◆ **Activity**
Using the entries below, copy out all lines where "nodes" is found.

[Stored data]
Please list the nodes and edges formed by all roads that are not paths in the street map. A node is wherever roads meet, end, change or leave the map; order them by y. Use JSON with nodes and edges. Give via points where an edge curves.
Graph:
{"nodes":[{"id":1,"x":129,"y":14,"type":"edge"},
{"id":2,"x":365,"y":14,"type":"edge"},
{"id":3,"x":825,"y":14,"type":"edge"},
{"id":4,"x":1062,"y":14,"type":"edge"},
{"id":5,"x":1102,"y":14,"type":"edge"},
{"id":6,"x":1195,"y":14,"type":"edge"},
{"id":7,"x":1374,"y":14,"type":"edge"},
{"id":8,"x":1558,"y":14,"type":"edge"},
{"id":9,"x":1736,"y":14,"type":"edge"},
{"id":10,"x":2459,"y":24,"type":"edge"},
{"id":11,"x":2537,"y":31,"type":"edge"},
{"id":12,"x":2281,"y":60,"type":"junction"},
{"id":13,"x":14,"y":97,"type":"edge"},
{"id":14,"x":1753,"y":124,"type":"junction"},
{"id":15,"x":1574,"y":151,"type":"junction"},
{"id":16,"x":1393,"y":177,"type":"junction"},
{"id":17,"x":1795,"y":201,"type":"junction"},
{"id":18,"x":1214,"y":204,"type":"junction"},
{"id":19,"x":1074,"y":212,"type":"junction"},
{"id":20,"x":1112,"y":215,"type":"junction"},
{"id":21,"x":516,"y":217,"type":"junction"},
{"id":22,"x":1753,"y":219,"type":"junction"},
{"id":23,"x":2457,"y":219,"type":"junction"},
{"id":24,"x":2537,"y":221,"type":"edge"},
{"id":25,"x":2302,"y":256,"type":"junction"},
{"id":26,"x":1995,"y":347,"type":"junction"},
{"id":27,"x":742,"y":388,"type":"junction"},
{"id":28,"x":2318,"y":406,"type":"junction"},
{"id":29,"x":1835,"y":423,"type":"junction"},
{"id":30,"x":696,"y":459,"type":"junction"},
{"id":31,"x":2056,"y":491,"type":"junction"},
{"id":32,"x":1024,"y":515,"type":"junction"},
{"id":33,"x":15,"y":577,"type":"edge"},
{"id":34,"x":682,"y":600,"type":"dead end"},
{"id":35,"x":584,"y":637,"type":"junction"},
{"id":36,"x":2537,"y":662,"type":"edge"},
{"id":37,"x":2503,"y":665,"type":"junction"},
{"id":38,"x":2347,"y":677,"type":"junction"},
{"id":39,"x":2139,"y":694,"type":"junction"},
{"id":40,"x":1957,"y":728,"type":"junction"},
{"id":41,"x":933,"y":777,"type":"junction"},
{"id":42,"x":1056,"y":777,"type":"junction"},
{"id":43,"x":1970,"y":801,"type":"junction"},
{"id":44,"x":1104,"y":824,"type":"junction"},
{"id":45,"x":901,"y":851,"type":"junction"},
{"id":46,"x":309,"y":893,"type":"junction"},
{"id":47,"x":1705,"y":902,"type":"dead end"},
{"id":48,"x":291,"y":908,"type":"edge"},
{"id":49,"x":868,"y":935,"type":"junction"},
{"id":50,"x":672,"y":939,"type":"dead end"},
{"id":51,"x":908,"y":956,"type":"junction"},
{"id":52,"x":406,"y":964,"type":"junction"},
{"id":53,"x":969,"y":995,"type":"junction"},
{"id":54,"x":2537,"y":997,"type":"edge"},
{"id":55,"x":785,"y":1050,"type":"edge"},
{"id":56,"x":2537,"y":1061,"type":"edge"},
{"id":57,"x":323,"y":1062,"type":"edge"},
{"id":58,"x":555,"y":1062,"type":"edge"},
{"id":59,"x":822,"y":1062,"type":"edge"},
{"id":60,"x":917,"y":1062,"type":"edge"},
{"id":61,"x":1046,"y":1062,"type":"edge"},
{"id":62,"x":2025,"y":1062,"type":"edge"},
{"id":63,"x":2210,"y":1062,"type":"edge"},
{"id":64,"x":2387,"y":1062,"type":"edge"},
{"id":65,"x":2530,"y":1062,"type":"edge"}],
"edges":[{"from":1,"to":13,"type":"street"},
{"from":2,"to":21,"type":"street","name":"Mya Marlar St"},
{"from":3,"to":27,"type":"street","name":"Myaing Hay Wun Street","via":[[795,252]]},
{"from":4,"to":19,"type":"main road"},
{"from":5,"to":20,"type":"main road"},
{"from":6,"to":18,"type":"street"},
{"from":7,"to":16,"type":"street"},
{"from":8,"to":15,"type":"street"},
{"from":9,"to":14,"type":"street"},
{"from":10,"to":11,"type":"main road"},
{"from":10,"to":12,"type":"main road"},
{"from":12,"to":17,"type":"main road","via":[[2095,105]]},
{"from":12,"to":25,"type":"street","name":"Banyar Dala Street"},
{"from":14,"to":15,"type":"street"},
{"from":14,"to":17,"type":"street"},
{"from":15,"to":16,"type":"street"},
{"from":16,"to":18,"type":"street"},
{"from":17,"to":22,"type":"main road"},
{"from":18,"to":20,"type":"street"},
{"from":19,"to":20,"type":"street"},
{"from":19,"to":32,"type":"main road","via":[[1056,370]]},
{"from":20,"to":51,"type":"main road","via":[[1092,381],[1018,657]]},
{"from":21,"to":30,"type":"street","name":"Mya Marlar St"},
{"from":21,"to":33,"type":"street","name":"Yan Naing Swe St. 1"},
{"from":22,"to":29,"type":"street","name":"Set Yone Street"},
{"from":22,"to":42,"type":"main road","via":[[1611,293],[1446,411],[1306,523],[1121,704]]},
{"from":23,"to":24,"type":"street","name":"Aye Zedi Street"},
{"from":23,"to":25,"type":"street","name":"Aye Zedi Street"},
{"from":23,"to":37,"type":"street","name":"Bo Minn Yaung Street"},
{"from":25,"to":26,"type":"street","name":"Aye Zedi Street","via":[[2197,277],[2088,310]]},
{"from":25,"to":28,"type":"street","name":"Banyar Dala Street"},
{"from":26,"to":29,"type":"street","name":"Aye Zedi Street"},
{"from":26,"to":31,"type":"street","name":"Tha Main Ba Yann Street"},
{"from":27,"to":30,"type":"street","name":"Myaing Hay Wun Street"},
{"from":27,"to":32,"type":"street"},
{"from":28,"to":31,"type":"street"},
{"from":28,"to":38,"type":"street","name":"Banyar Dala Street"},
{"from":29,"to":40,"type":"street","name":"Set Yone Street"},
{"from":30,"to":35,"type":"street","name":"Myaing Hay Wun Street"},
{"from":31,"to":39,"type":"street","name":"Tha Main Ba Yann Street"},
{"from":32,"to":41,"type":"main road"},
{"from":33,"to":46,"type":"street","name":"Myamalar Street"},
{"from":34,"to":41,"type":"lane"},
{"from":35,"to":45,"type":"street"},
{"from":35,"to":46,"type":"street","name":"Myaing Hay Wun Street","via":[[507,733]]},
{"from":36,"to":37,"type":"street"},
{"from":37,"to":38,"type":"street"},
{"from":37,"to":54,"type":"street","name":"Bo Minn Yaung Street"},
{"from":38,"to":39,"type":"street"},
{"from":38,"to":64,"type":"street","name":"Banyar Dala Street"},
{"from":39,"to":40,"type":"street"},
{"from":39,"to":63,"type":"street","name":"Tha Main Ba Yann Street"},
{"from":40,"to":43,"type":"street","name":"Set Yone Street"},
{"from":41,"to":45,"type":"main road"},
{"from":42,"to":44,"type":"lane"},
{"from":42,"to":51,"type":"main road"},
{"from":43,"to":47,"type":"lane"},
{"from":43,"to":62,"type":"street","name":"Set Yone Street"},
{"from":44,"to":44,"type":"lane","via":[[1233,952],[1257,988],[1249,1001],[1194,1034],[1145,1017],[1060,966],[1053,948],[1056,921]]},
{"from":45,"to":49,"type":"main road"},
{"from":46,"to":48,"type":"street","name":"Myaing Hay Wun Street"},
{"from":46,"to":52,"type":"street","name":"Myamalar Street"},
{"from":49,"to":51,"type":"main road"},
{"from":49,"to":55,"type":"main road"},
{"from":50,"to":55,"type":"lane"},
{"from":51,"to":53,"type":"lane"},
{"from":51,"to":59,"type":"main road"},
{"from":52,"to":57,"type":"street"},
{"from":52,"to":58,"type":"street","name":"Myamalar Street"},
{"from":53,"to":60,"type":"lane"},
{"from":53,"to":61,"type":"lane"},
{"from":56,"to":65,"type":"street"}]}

◆ **Answer to the exercise**
Please list the nodes and edges formed by all roads that are not paths in the street map. A node is wherever roads meet, end, change or leave the map; order them by y. Use JSON with nodes and edges. Give via points where an edge curves.
{"nodes":[{"id":1,"x":129,"y":14,"type":"edge"},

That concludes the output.